- _Exercise goal_
Copy each line below word for word and drop every image.

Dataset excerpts
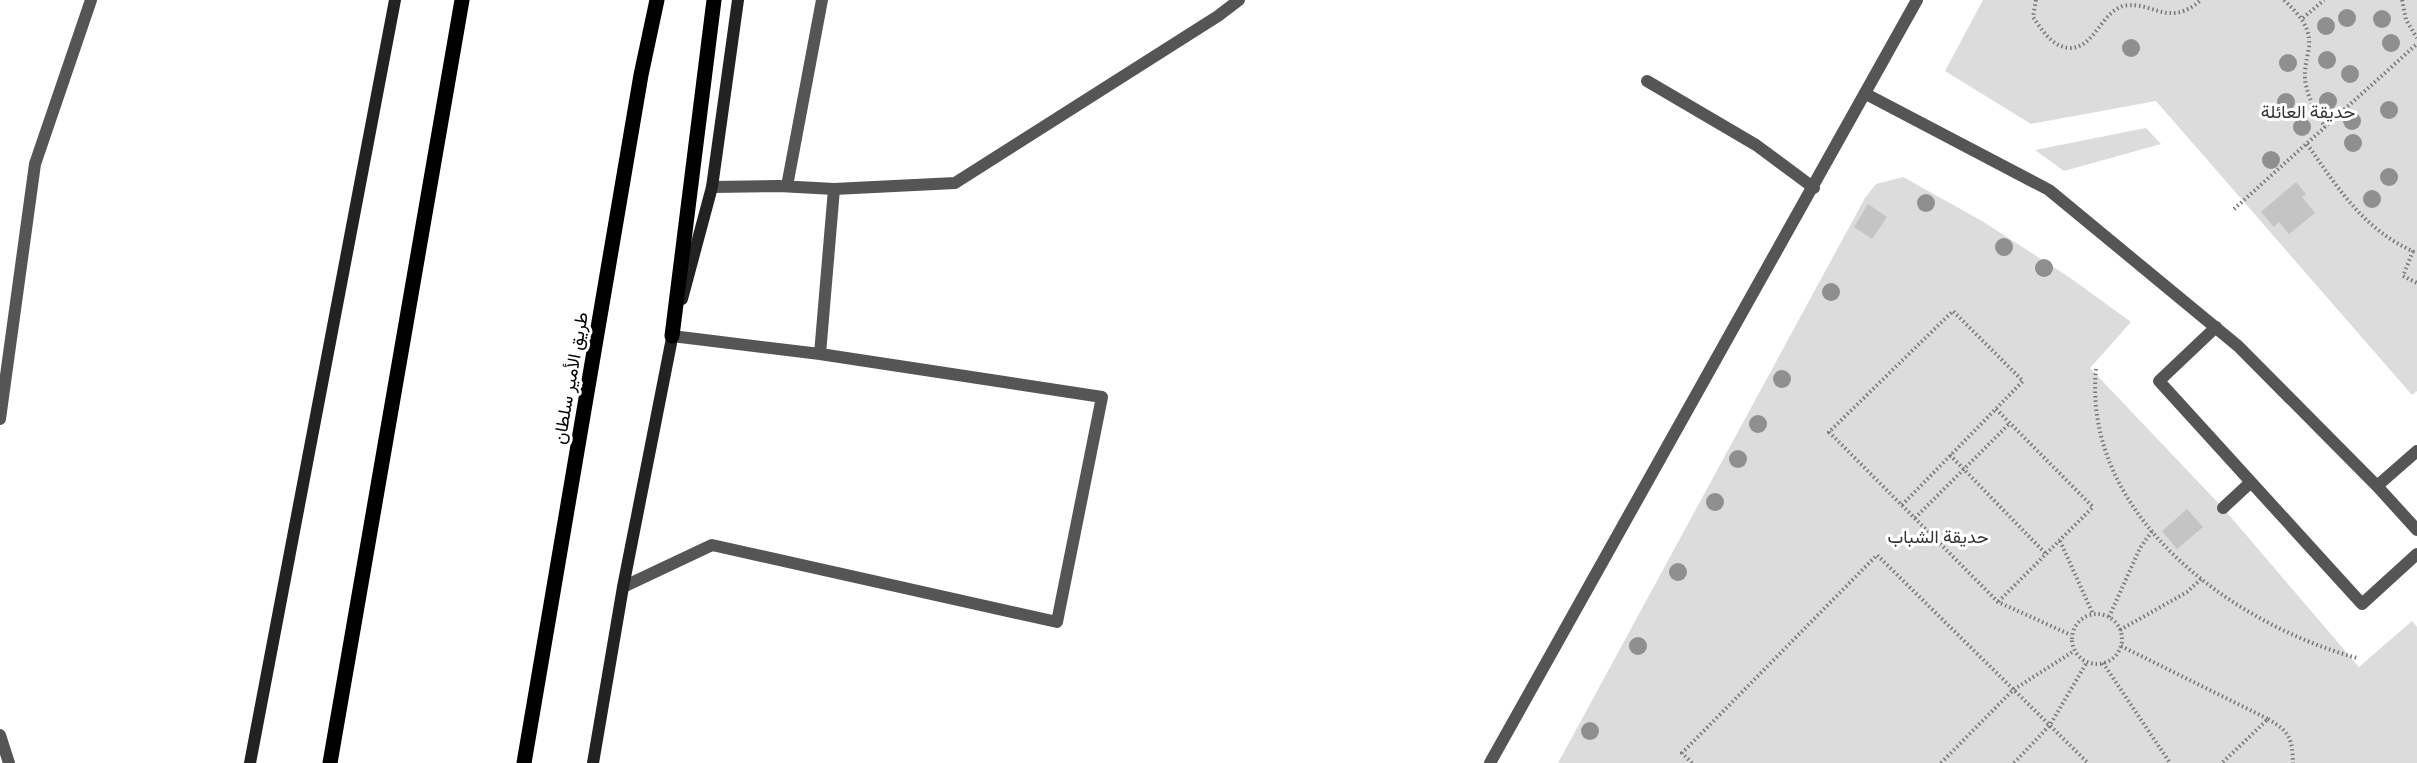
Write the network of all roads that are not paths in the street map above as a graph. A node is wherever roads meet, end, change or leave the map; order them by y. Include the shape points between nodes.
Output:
1 (92, 0) edge
2 (395, 0) edge
3 (402, 0) edge
4 (462, 0) edge
5 (470, 0) edge
6 (651, 0) edge
7 (657, 0) edge
8 (714, 0) edge
9 (738, 0) edge
10 (822, 0) edge
11 (1239, 0) edge
12 (1917, 0) edge
13 (641, 75) junction
14 (447, 80) junction
15 (1647, 81) dead end
16 (1866, 94) junction
17 (378, 96) junction
18 (787, 186) junction
19 (712, 187) junction
20 (1814, 188) junction
21 (834, 189) junction
22 (2216, 327) junction
23 (672, 336) junction
24 (820, 354) junction
25 (0, 419) edge
26 (2417, 451) edge
27 (2251, 482) junction
28 (2377, 486) junction
29 (2223, 508) dead end
30 (2417, 530) edge
31 (2417, 554) edge
32 (623, 586) junction
33 (0, 735) edge
34 (9, 763) edge
35 (250, 763) edge
36 (330, 763) edge
37 (524, 763) edge
38 (593, 763) edge
39 (1490, 763) edge

1 - 25 street via 35,164
2 - 17 main road
3 - 17 main road
4 - 14 main road
5 - 14 main road
6 - 13 main road
7 - 13 main road, طريق الأمير سلطان
8 - 23 main road
9 - 19 main road
10 - 18 street
11 - 21 street via 955,183
12 - 16 street
13 - 37 main road, طريق الأمير سلطان
14 - 36 main road
15 - 20 street via 1756,145
16 - 20 street
16 - 22 street via 2049,190
17 - 35 main road
18 - 19 street
18 - 21 street
19 - 23 main road
20 - 39 street
21 - 24 street
22 - 27 street via 2159,381
22 - 28 street
23 - 24 street
23 - 32 main road
24 - 32 street via 1102,397 1057,622 712,545
26 - 28 street
27 - 29 street
27 - 31 street via 2362,604
28 - 30 street
32 - 38 main road
33 - 34 street

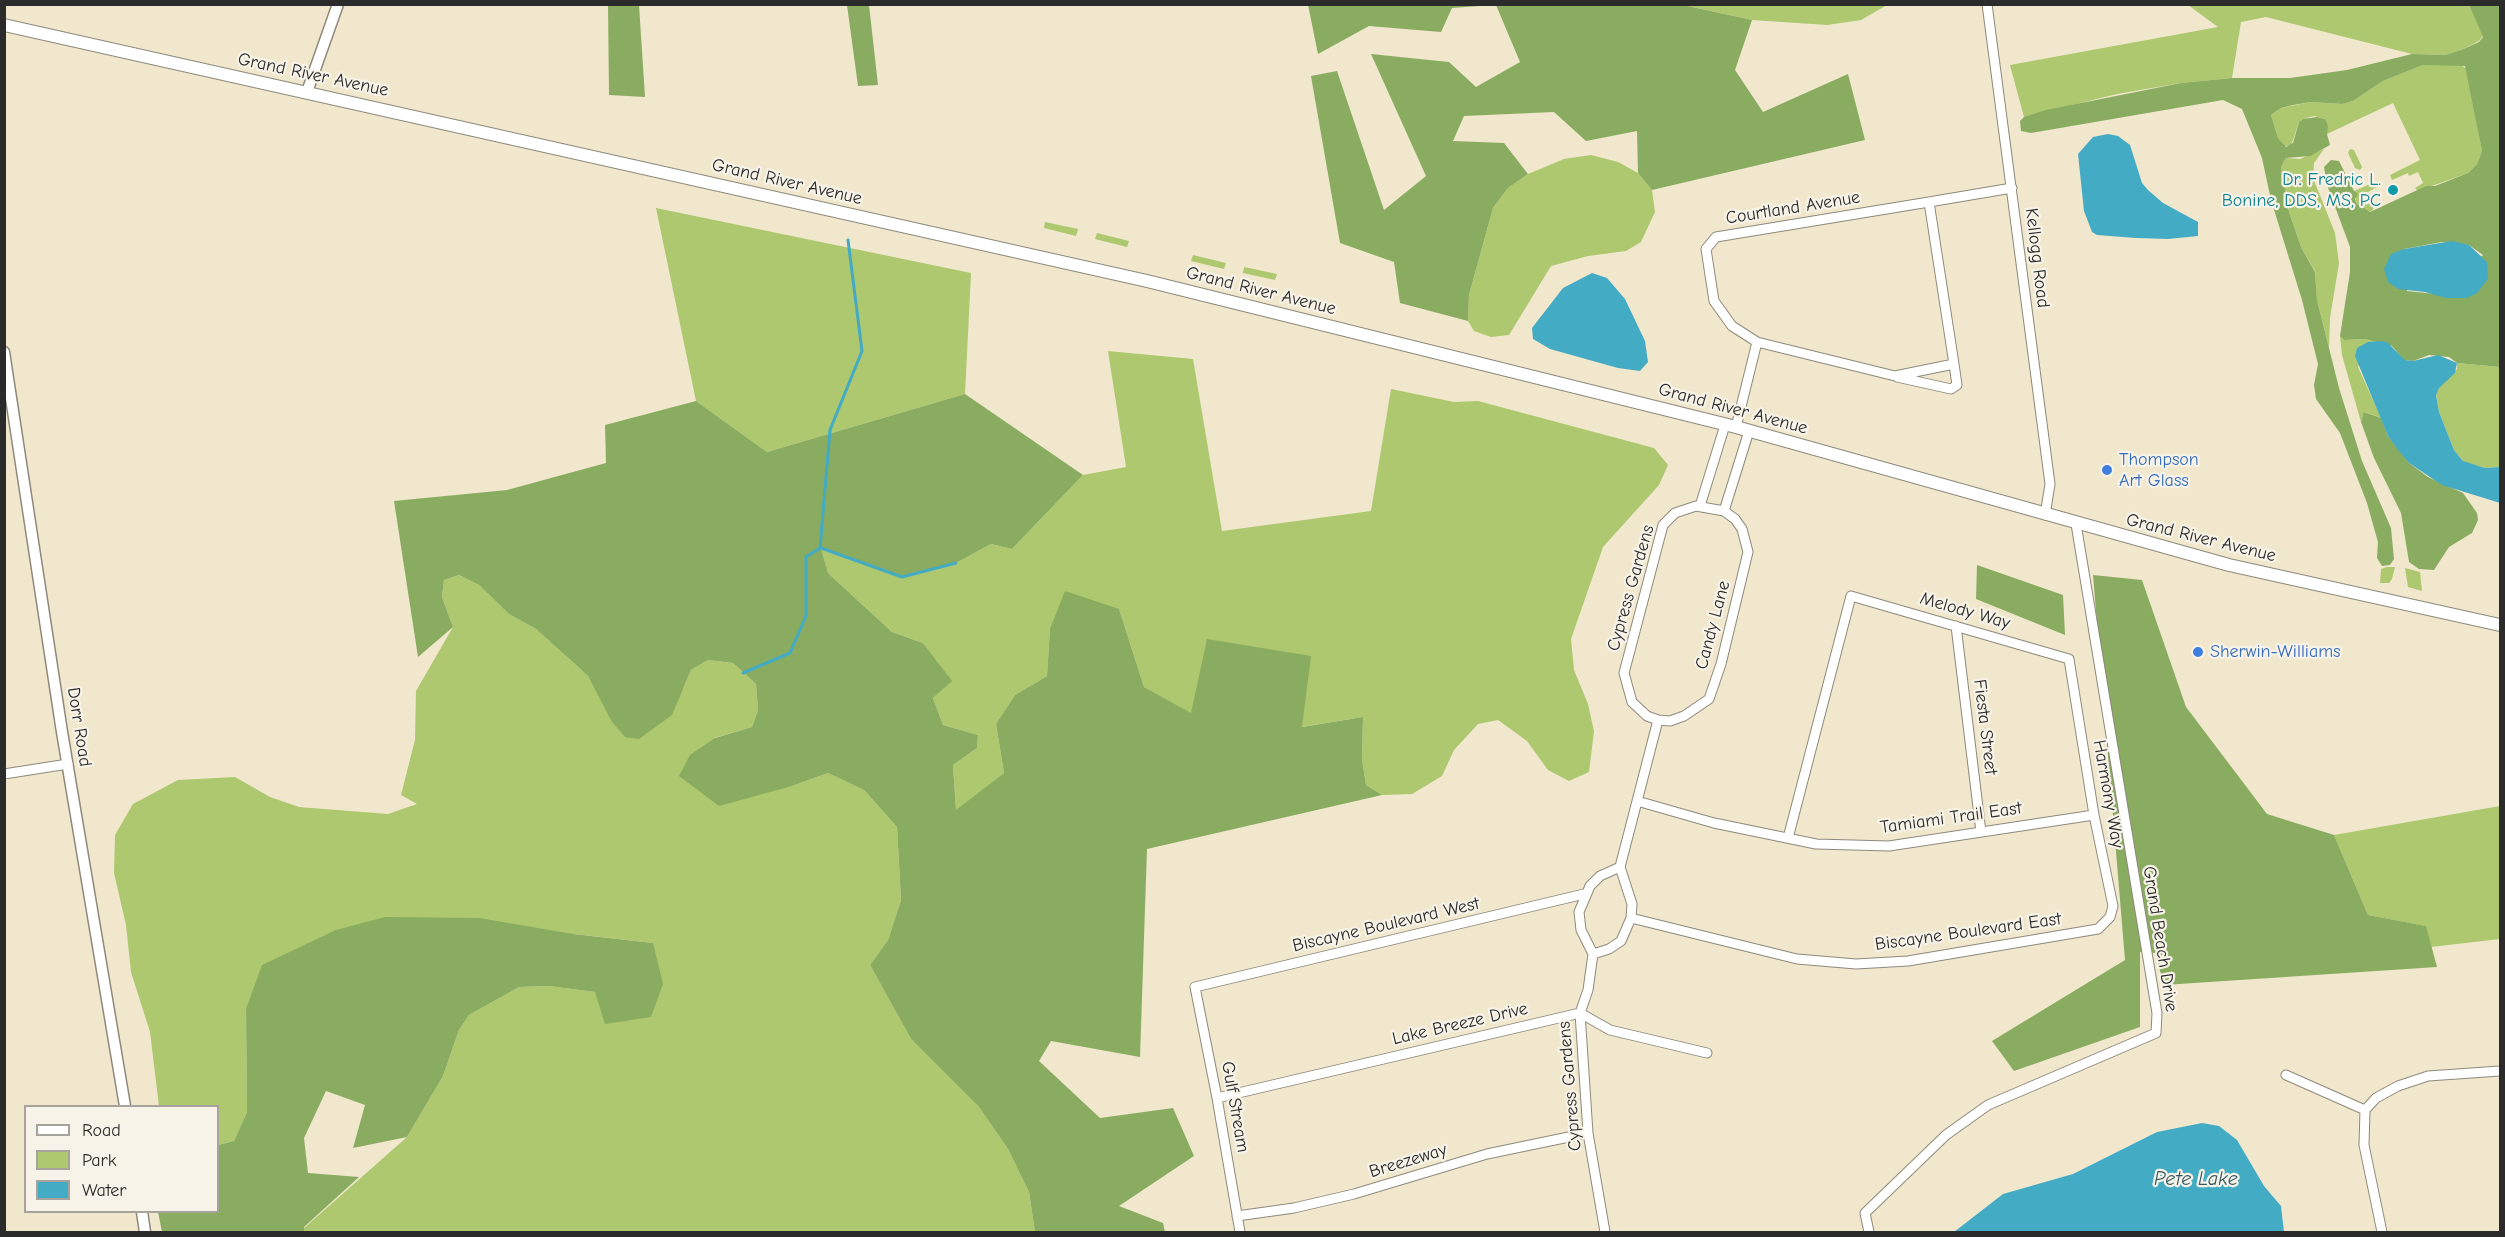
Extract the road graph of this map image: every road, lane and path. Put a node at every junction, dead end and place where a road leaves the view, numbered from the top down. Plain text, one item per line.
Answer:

- _Worked solution_
Write the network of all roads that are not paths in the street map above as a graph. A node is wherever roads meet, end, change or leave the map; order them by y. Include the shape points between nodes.
Output:
1 (92, 0) edge
2 (395, 0) edge
3 (402, 0) edge
4 (462, 0) edge
5 (470, 0) edge
6 (651, 0) edge
7 (657, 0) edge
8 (714, 0) edge
9 (738, 0) edge
10 (822, 0) edge
11 (1239, 0) edge
12 (1917, 0) edge
13 (641, 75) junction
14 (447, 80) junction
15 (1647, 81) dead end
16 (1866, 94) junction
17 (378, 96) junction
18 (787, 186) junction
19 (712, 187) junction
20 (1814, 188) junction
21 (834, 189) junction
22 (2216, 327) junction
23 (672, 336) junction
24 (820, 354) junction
25 (0, 419) edge
26 (2417, 451) edge
27 (2251, 482) junction
28 (2377, 486) junction
29 (2223, 508) dead end
30 (2417, 530) edge
31 (2417, 554) edge
32 (623, 586) junction
33 (0, 735) edge
34 (9, 763) edge
35 (250, 763) edge
36 (330, 763) edge
37 (524, 763) edge
38 (593, 763) edge
39 (1490, 763) edge

1 - 25 street via 35,164
2 - 17 main road
3 - 17 main road
4 - 14 main road
5 - 14 main road
6 - 13 main road
7 - 13 main road, طريق الأمير سلطان
8 - 23 main road
9 - 19 main road
10 - 18 street
11 - 21 street via 955,183
12 - 16 street
13 - 37 main road, طريق الأمير سلطان
14 - 36 main road
15 - 20 street via 1756,145
16 - 20 street
16 - 22 street via 2049,190
17 - 35 main road
18 - 19 street
18 - 21 street
19 - 23 main road
20 - 39 street
21 - 24 street
22 - 27 street via 2159,381
22 - 28 street
23 - 24 street
23 - 32 main road
24 - 32 street via 1102,397 1057,622 712,545
26 - 28 street
27 - 29 street
27 - 31 street via 2362,604
28 - 30 street
32 - 38 main road
33 - 34 street

Extract the road graph of this map image: every road, lane and path. Put a node at every junction, dead end and place where a road leaves the view, numbered from the top down. Plain text, one item per line.
Answer:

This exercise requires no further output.